> [TASK GOAL]: Every line of the entries that holds the word "Market" is to be copied.

> [EXERCISE MATERIALS]:
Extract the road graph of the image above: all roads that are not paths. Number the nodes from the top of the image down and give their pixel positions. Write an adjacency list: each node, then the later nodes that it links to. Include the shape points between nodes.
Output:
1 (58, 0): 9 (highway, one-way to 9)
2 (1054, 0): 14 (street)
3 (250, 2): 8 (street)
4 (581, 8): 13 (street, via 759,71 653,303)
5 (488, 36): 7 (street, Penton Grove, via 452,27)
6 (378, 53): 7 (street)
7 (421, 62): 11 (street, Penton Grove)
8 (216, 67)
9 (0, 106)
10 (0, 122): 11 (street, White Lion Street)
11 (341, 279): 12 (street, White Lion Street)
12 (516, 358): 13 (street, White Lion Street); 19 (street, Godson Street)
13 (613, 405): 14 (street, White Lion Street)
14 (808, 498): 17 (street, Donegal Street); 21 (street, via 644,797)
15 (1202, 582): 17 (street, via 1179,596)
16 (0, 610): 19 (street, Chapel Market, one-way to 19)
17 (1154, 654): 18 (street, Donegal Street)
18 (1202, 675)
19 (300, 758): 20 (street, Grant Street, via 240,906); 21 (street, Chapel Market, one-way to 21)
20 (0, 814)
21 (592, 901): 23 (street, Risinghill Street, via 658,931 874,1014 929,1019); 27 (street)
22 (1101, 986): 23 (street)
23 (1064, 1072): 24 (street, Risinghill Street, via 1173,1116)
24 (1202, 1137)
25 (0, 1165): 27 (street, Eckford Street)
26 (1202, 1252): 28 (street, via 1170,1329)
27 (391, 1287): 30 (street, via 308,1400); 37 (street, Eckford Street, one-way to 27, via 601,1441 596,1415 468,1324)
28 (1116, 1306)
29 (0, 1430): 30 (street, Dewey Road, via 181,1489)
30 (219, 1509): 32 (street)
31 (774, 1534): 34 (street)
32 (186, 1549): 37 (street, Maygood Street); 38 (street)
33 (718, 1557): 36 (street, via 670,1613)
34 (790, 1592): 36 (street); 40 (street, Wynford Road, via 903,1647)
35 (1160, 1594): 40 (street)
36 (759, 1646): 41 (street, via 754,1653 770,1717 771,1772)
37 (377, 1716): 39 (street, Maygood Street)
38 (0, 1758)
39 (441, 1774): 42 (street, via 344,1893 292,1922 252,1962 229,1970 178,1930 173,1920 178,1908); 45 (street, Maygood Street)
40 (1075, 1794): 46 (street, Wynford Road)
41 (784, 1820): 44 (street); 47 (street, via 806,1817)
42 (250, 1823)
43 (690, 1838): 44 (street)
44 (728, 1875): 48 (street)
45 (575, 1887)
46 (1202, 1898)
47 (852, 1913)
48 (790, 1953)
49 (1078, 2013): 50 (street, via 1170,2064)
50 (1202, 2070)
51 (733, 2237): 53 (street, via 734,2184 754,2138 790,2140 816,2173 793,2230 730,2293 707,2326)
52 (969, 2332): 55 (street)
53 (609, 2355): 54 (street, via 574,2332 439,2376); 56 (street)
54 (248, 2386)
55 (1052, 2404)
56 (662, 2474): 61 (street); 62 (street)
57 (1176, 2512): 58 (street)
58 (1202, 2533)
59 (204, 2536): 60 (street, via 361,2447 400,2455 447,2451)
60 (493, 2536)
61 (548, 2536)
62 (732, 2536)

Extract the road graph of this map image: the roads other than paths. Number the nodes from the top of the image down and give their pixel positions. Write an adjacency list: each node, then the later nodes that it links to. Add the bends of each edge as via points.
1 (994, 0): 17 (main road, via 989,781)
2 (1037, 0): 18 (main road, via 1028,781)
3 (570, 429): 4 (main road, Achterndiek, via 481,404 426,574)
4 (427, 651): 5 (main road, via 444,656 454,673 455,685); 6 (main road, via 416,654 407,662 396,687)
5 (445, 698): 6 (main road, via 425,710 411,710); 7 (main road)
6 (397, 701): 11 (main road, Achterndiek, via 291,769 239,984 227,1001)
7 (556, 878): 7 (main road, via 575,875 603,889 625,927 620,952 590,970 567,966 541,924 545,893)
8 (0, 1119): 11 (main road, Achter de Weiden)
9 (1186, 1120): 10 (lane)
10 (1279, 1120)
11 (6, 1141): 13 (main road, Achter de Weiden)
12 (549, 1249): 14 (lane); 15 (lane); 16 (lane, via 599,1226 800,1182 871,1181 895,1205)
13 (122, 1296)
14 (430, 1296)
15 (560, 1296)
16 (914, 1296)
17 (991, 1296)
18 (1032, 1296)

> [TASK ANSWER]:
16 (0, 610): 19 (street, Chapel Market, one-way to 19)
19 (300, 758): 20 (street, Grant Street, via 240,906); 21 (street, Chapel Market, one-way to 21)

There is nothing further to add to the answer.